What you need to do: You are asked to filter the data below and copy every line holding "JSON".

Segment Start: Supplied entries

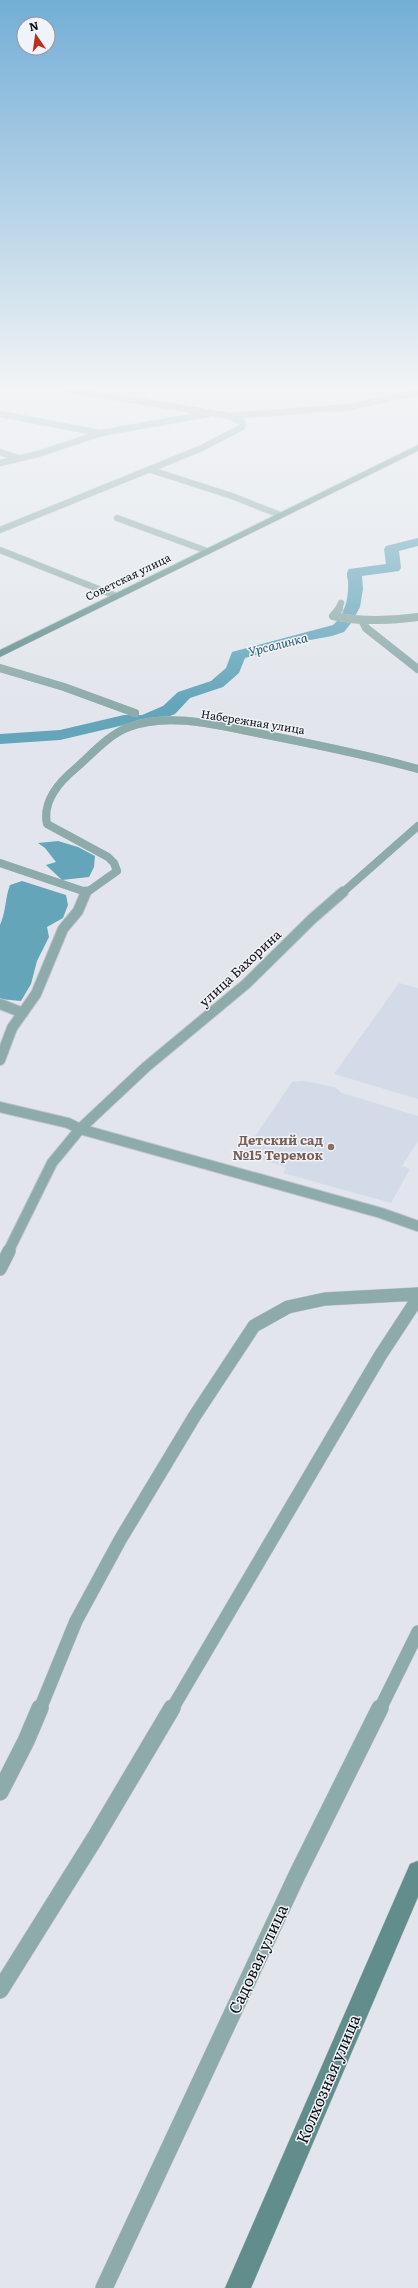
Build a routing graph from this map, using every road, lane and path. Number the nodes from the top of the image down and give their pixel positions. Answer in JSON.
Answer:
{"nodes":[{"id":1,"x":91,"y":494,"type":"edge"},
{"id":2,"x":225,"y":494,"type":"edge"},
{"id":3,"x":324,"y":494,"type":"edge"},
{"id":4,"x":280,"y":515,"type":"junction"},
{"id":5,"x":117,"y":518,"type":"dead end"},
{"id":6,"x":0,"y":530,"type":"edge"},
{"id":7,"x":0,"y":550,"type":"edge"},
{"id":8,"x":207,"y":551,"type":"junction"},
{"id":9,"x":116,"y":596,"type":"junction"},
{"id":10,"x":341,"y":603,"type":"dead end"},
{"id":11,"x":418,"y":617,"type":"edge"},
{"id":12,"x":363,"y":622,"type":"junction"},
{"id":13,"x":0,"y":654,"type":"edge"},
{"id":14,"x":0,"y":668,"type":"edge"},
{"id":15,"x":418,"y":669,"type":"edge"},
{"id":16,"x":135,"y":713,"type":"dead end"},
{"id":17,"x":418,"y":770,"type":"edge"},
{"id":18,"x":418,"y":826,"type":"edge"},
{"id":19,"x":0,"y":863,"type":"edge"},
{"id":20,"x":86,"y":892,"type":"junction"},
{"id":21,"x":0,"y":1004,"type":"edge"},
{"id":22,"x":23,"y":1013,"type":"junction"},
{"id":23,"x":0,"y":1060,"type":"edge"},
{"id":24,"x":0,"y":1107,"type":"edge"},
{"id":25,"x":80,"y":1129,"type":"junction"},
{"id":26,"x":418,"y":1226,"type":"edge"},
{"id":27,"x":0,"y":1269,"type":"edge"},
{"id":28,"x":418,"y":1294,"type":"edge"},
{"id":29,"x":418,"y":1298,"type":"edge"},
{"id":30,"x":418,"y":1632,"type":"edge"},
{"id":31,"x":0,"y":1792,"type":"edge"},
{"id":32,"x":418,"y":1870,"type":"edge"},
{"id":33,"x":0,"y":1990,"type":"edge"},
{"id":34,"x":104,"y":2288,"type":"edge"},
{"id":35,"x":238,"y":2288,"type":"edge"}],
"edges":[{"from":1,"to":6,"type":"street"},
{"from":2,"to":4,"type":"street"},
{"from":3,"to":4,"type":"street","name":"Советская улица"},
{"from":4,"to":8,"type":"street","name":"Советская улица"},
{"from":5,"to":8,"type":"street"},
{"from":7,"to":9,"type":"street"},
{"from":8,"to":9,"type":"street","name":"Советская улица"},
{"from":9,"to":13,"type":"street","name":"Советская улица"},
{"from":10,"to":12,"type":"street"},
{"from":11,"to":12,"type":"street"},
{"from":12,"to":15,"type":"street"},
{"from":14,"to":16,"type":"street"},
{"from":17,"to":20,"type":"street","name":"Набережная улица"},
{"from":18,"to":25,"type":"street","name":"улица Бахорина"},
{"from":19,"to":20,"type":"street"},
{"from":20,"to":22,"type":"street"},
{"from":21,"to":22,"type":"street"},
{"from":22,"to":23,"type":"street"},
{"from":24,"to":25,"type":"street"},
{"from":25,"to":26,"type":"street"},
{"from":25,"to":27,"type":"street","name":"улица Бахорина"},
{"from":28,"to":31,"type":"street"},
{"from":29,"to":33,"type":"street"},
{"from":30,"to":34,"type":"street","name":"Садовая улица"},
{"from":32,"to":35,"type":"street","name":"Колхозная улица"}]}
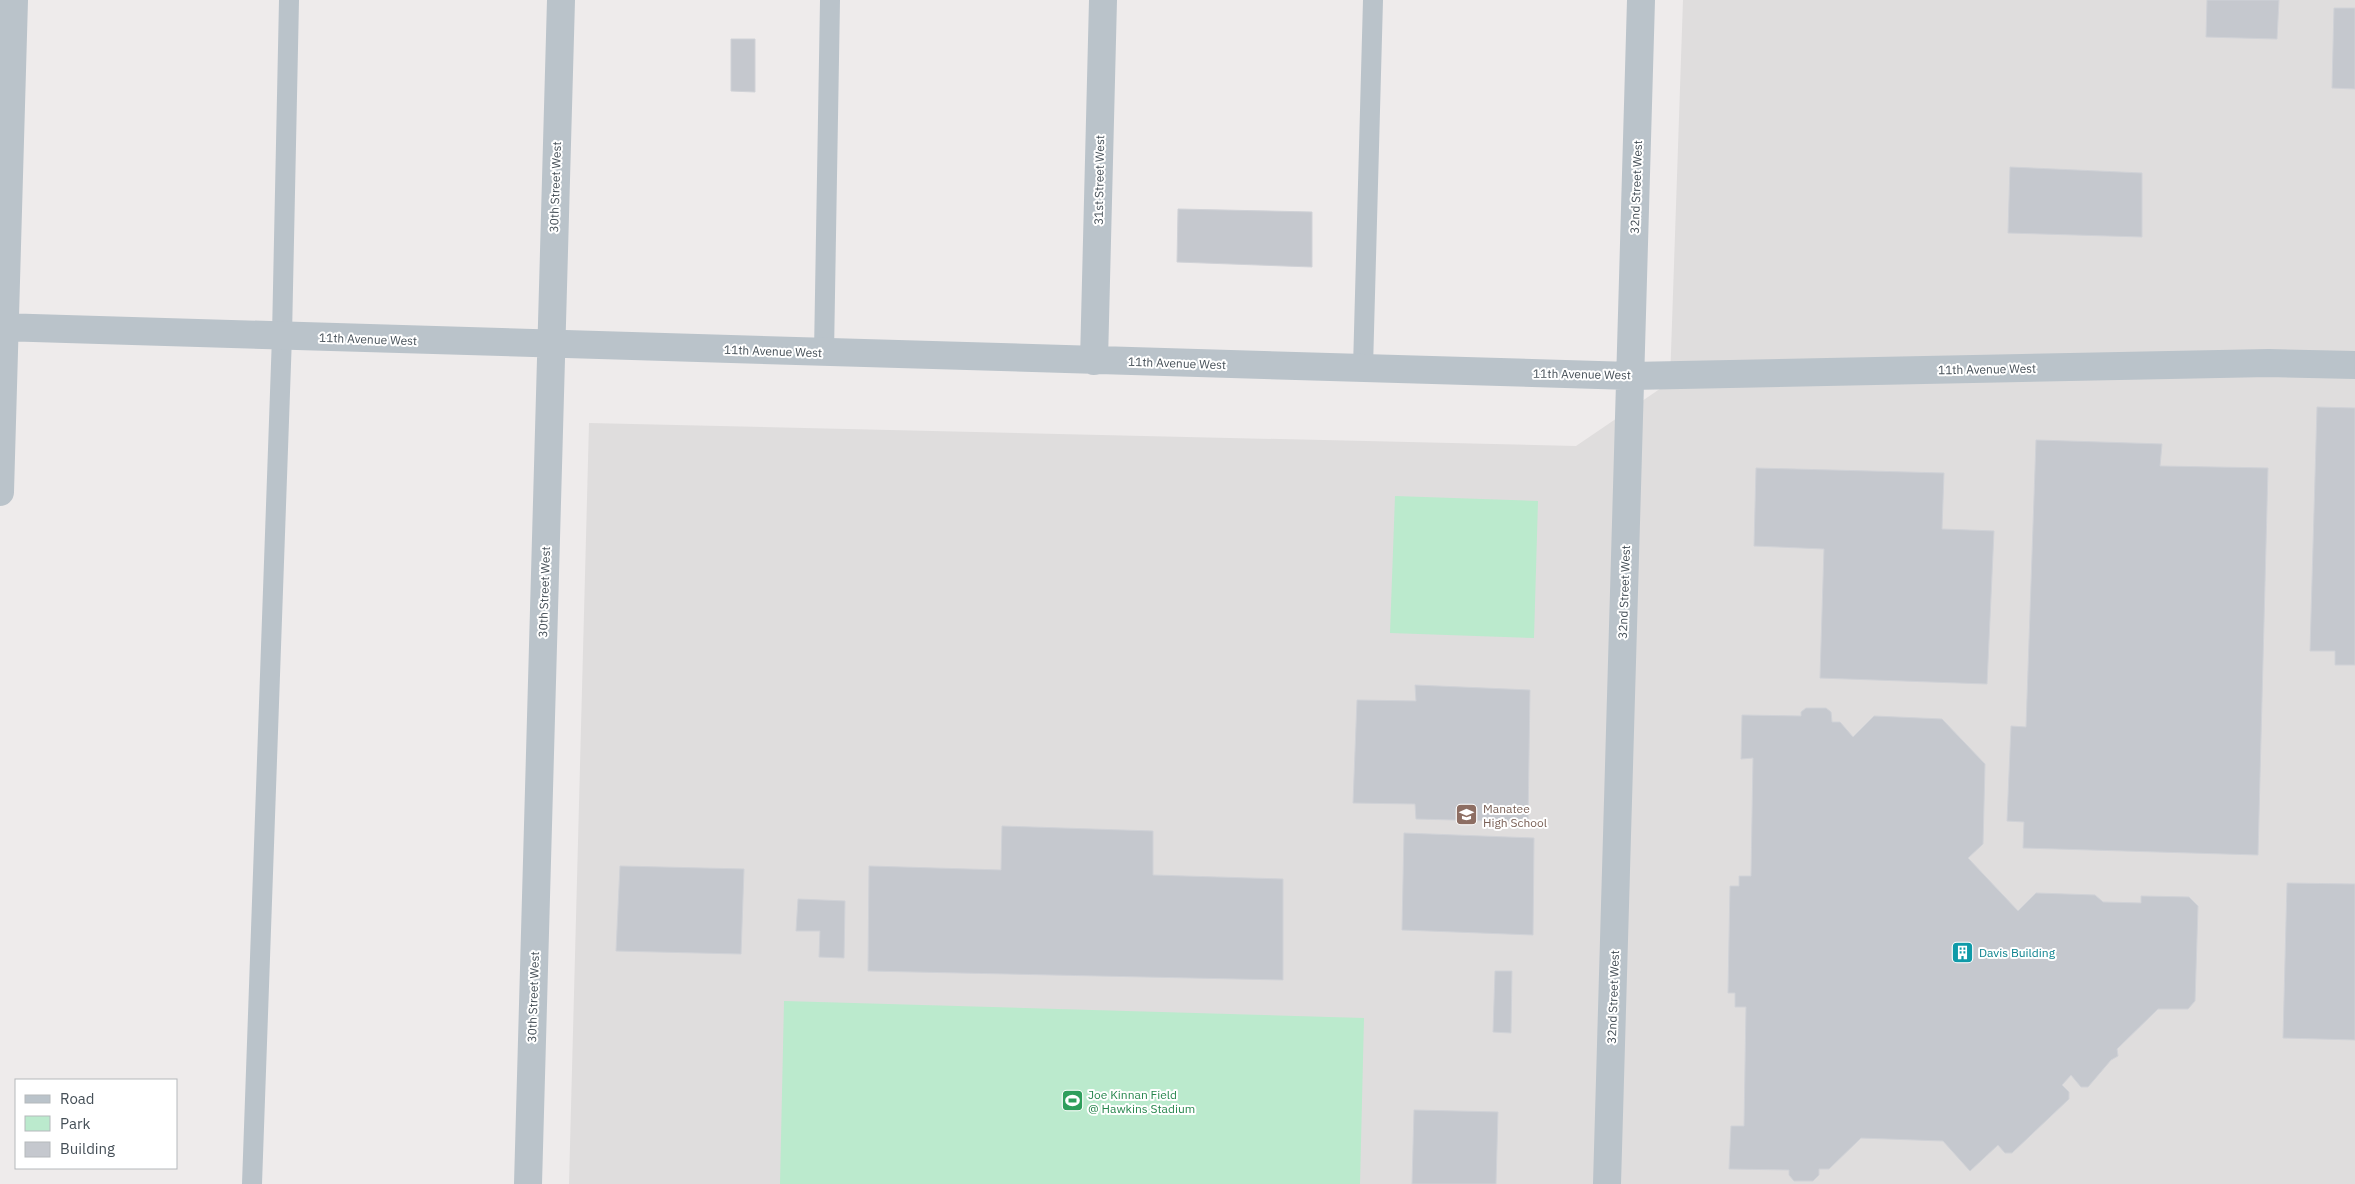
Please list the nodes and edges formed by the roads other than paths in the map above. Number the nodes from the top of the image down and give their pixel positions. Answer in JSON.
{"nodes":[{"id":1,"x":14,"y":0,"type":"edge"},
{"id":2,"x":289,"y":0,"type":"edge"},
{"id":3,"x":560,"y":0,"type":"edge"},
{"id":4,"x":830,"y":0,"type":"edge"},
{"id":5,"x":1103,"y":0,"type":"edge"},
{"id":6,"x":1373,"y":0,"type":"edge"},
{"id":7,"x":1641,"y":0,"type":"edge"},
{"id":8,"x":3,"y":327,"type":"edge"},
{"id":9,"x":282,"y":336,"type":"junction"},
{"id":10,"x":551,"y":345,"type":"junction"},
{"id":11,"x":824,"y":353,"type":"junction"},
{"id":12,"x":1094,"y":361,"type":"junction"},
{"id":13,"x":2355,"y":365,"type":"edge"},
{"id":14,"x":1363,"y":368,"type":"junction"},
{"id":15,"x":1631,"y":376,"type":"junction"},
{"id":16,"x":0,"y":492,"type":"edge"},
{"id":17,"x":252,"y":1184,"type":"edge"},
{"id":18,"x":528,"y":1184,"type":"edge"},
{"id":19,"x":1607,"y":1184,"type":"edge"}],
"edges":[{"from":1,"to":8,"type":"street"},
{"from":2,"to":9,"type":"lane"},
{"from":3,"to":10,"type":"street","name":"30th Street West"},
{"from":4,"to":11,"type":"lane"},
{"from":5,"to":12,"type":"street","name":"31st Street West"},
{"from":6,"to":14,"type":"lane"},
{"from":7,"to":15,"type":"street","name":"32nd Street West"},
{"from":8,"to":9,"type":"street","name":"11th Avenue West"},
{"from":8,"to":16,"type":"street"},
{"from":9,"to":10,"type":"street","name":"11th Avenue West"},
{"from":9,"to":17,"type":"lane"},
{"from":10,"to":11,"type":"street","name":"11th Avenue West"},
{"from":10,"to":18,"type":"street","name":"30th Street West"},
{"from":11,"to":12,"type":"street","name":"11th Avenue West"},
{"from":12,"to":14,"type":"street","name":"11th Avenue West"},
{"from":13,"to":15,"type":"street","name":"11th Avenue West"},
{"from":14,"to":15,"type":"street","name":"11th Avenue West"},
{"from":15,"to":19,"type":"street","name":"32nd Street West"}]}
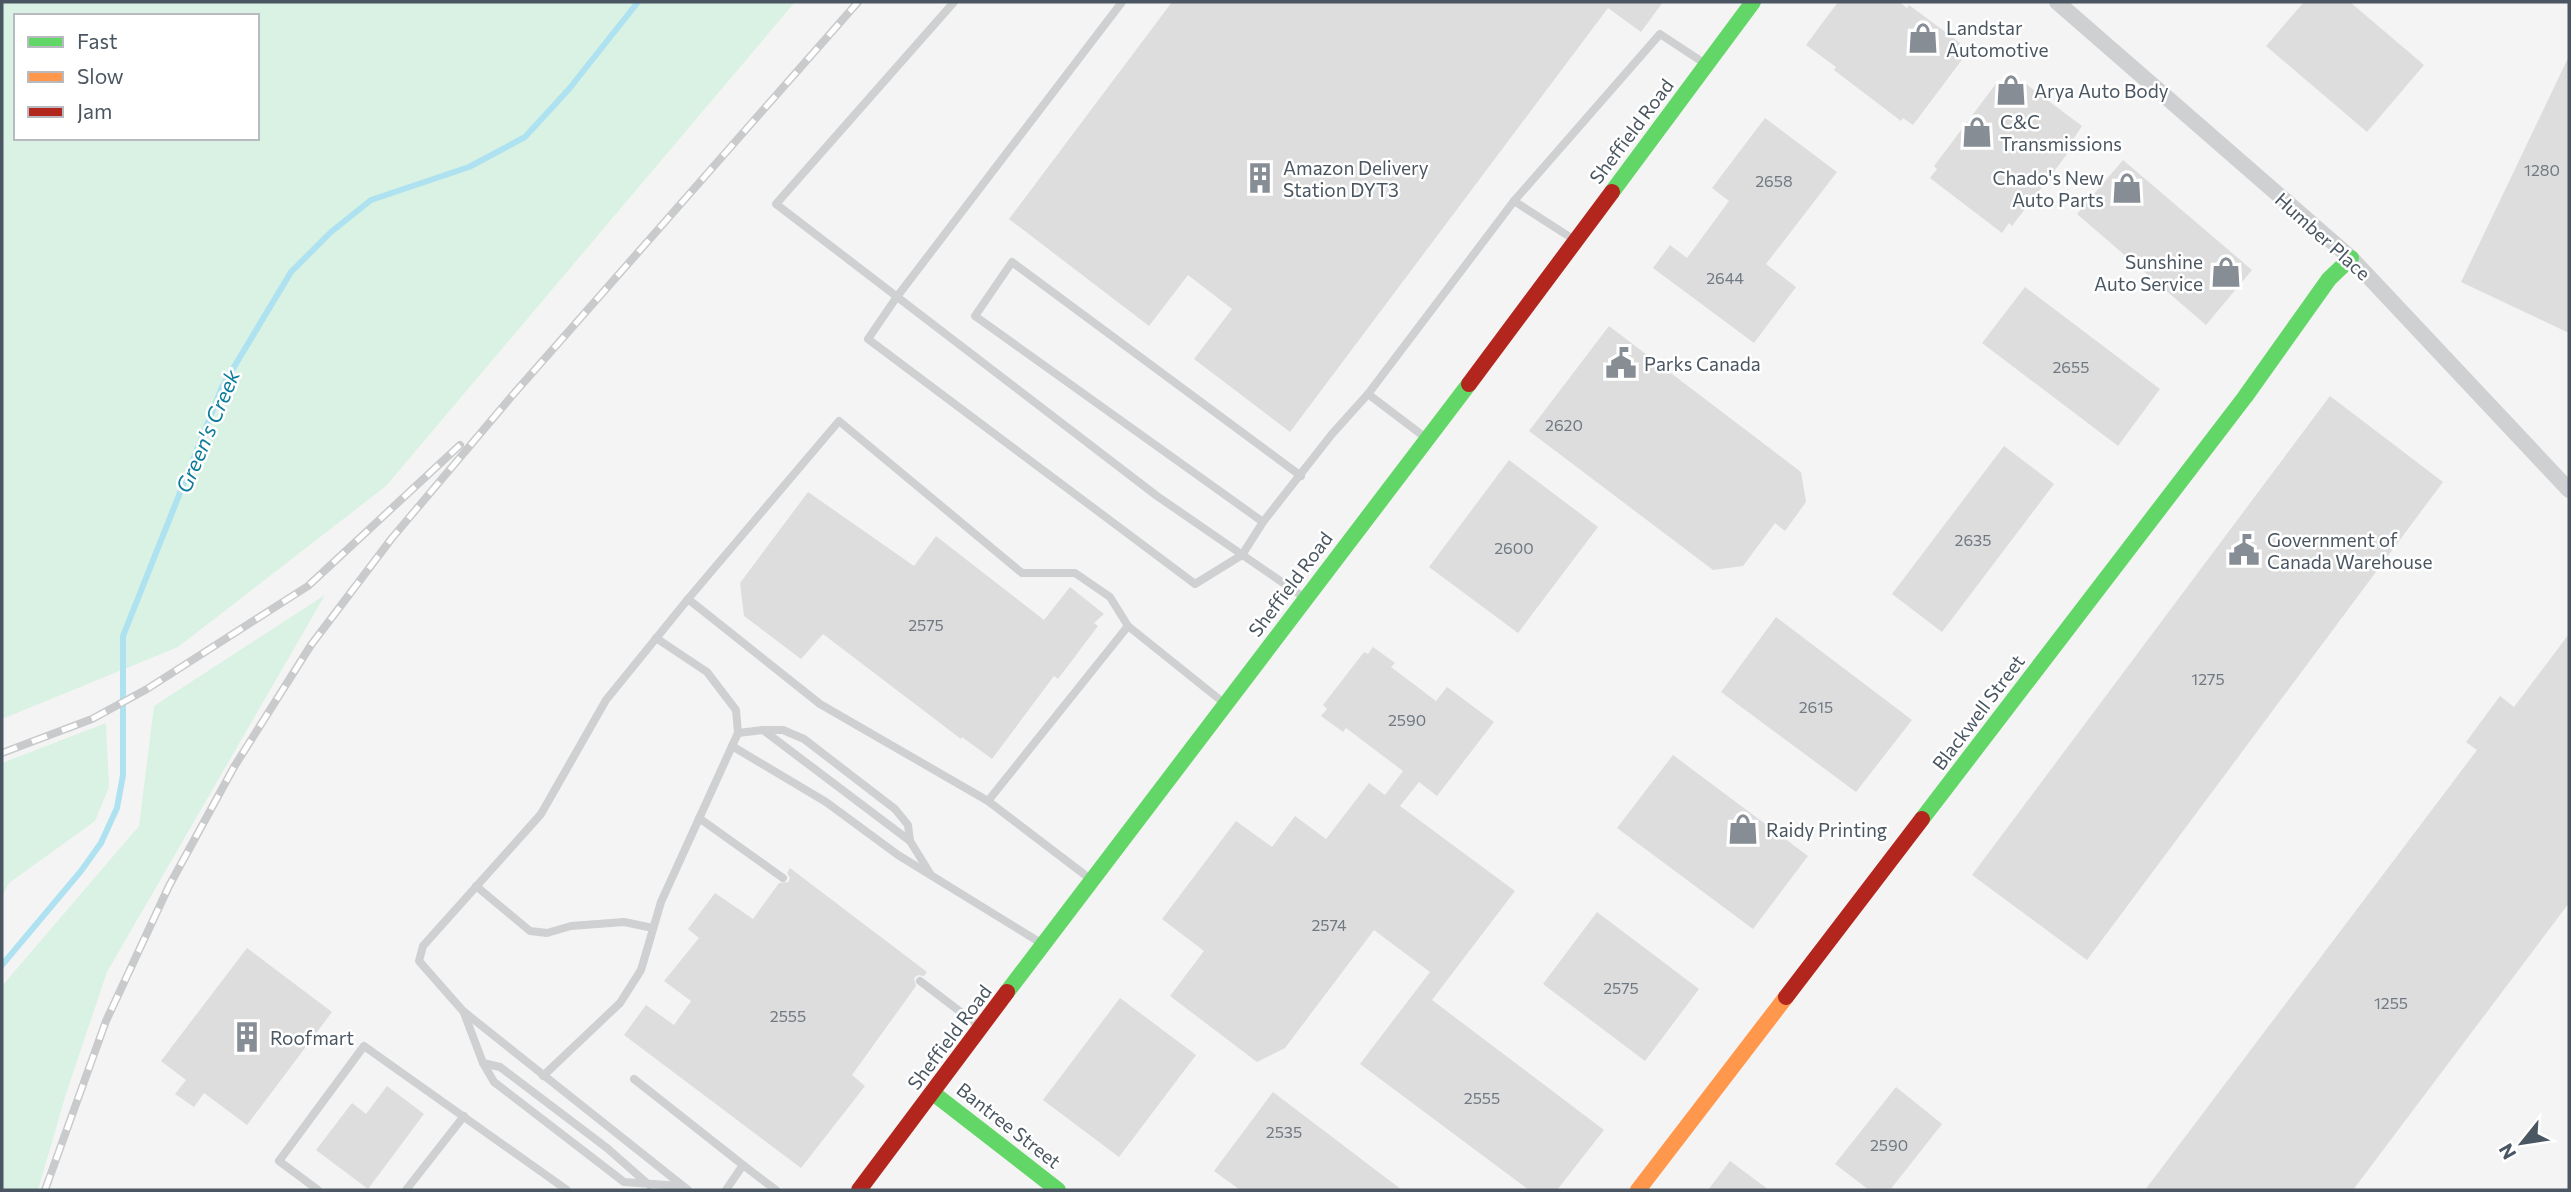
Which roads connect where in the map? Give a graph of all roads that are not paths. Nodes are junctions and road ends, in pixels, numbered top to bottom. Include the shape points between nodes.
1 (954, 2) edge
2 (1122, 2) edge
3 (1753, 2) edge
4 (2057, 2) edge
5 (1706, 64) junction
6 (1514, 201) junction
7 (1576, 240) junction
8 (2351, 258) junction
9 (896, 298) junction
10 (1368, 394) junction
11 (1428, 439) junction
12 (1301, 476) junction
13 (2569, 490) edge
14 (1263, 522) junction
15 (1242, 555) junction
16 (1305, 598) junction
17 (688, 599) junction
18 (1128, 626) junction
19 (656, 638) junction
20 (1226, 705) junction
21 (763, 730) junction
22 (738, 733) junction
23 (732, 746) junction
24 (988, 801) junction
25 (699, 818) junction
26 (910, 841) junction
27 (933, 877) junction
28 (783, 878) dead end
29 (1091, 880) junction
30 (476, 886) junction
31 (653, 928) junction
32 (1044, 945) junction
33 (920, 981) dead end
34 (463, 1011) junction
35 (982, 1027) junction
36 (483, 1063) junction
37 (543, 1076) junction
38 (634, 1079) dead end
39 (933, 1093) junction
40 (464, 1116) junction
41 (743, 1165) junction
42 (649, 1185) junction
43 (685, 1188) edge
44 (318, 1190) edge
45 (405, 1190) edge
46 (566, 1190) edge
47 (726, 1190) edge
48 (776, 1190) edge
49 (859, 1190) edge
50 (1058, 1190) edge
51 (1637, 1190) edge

Segment End: Supplied entries

Written answer:
Build a routing graph from this map, using every road, lane and path. Number the nodes from the top of the image down and give their pixel positions. Answer in JSON.
Please list the nodes and edges formed by the roads other than paths in the map above. Number the nodes from the top of the image down and give their pixel positions. Answer in JSON.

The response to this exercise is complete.